Exercise requirements: Before copying, remove every picture, and then repeat all entries below precisely as written.

Dataset excerpts:

■ ■ ■ ■ ■ ■ ■

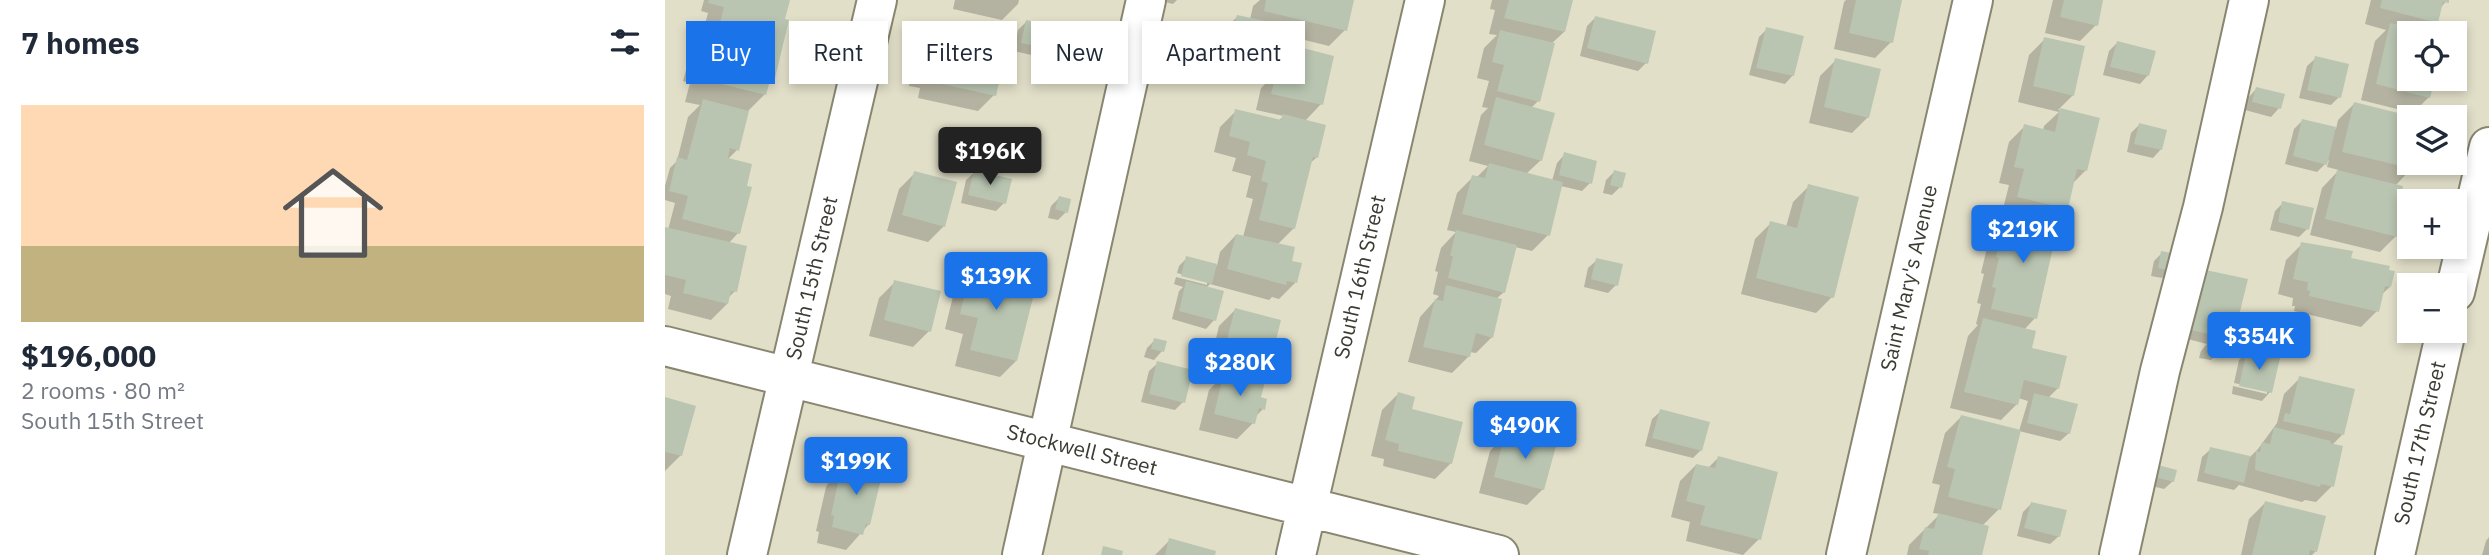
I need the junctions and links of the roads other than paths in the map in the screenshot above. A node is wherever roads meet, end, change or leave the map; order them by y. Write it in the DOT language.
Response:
graph roads {
  1 [pos="877,0"];
  2 [pos="1146,0"];
  3 [pos="1425,0"];
  4 [pos="1973,0"];
  5 [pos="2249,0"];
  6 [pos="2489,146"];
  7 [pos="2459,273"];
  8 [pos="2443,343"];
  9 [pos="665,346"];
  10 [pos="789,377"];
  11 [pos="1048,442"];
  12 [pos="1307,507"];
  13 [pos="747,555"];
  14 [pos="1022,555"];
  15 [pos="1296,555"];
  16 [pos="1499,555"];
  17 [pos="1846,555"];
  18 [pos="2119,555"];
  19 [pos="2395,555"];
  1 -- 10 [label="street, South 15th Street"];
  2 -- 11 [label="street"];
  3 -- 12 [label="street, South 16th Street"];
  4 -- 17 [label="street, Saint Mary's Avenue"];
  5 -- 18 [label="street"];
  6 -- 7 [label="street"];
  8 -- 19 [label="street, South 17th Street"];
  9 -- 10 [label="street, Stockwell Street"];
  10 -- 11 [label="street, Stockwell Street"];
  10 -- 13 [label="street, South 15th Street"];
  11 -- 12 [label="street, Stockwell Street"];
  11 -- 14 [label="street"];
  12 -- 15 [label="street, South 16th Street"];
  12 -- 16 [label="street, Stockwell Street"];
}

■ ■ ■ ■ ■ ■ ■

Answer for the task:
I need the junctions and links of the roads other than paths in the map in the screenshot above. A node is wherever roads meet, end, change or leave the map; order them by y. Write it in the DOT language.
Response:
graph roads {
  1 [pos="877,0"];
  2 [pos="1146,0"];
  3 [pos="1425,0"];
  4 [pos="1973,0"];
  5 [pos="2249,0"];
  6 [pos="2489,146"];
  7 [pos="2459,273"];
  8 [pos="2443,343"];
  9 [pos="665,346"];
  10 [pos="789,377"];
  11 [pos="1048,442"];
  12 [pos="1307,507"];
  13 [pos="747,555"];
  14 [pos="1022,555"];
  15 [pos="1296,555"];
  16 [pos="1499,555"];
  17 [pos="1846,555"];
  18 [pos="2119,555"];
  19 [pos="2395,555"];
  1 -- 10 [label="street, South 15th Street"];
  2 -- 11 [label="street"];
  3 -- 12 [label="street, South 16th Street"];
  4 -- 17 [label="street, Saint Mary's Avenue"];
  5 -- 18 [label="street"];
  6 -- 7 [label="street"];
  8 -- 19 [label="street, South 17th Street"];
  9 -- 10 [label="street, Stockwell Street"];
  10 -- 11 [label="street, Stockwell Street"];
  10 -- 13 [label="street, South 15th Street"];
  11 -- 12 [label="street, Stockwell Street"];
  11 -- 14 [label="street"];
  12 -- 15 [label="street, South 16th Street"];
  12 -- 16 [label="street, Stockwell Street"];
}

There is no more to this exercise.